# TASK TO COMPLETE
From the entries below, please gather each line containing the string "百岁步行街".

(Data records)
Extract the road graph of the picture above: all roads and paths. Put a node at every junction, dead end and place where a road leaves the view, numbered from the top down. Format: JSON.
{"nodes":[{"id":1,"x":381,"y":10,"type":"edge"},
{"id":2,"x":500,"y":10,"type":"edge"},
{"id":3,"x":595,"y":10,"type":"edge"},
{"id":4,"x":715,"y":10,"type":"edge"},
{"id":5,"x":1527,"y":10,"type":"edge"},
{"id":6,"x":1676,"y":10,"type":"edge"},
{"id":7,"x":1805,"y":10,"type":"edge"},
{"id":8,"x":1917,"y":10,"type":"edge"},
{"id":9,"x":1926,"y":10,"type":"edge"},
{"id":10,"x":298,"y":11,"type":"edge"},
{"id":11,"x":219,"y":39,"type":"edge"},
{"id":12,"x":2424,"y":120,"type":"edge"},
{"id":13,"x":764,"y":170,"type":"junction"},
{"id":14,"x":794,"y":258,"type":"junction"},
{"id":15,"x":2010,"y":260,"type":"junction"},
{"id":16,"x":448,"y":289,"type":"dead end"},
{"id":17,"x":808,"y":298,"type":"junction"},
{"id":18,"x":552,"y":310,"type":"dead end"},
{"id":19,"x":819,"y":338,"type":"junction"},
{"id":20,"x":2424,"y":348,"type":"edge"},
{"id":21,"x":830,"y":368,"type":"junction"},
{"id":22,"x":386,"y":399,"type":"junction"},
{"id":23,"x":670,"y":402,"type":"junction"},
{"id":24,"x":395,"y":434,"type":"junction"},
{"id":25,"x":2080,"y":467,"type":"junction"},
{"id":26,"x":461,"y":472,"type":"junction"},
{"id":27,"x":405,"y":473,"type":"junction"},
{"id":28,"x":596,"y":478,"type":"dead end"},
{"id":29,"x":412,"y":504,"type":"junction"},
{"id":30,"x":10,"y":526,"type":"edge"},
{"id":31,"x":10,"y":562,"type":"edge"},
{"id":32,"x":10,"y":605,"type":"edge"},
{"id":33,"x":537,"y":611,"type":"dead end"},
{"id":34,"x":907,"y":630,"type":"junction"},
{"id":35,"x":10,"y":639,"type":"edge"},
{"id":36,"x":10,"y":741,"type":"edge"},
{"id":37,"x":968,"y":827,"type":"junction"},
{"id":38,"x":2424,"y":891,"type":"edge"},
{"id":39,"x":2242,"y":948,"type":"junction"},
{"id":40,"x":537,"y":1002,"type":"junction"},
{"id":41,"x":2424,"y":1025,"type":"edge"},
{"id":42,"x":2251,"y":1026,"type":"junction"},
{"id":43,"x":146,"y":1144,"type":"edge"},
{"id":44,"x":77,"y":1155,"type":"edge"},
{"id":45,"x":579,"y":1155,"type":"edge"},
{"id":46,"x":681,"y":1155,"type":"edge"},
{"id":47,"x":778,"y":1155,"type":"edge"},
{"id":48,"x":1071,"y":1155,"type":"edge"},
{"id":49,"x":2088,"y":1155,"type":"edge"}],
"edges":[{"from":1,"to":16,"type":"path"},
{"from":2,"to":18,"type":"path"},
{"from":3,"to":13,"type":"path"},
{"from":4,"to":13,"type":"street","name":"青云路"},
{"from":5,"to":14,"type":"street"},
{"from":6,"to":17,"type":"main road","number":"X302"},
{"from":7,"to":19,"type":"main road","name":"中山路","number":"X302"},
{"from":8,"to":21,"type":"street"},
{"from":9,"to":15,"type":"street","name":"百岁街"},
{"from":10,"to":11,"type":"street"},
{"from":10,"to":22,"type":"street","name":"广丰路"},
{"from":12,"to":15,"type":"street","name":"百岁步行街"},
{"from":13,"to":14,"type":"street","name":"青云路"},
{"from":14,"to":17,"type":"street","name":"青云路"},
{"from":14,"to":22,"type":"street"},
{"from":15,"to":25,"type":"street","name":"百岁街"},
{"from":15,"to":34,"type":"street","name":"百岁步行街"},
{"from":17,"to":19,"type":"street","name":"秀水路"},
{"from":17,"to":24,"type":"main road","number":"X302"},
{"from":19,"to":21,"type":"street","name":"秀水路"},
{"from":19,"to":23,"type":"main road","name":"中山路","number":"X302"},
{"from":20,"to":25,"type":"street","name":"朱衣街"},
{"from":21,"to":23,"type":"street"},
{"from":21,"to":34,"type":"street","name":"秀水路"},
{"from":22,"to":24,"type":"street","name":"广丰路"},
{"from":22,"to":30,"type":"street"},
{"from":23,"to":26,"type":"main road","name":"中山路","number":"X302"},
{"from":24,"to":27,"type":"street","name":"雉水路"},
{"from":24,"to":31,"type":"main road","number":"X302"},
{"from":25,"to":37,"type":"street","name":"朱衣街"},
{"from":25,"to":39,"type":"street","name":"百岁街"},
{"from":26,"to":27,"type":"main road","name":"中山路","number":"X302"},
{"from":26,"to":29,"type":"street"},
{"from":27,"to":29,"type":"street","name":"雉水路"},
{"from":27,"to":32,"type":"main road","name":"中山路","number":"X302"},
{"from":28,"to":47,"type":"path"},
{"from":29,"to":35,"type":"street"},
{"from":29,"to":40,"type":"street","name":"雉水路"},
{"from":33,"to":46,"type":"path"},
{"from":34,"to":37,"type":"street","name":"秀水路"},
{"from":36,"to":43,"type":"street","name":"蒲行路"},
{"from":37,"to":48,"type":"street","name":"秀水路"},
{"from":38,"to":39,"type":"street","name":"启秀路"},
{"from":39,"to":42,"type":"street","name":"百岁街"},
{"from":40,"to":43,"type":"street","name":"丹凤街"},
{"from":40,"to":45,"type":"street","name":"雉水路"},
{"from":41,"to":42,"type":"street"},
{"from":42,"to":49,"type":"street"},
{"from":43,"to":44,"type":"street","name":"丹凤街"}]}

# WRITTEN RESPONSE
{"from":12,"to":15,"type":"street","name":"百岁步行街"},
{"from":15,"to":34,"type":"street","name":"百岁步行街"},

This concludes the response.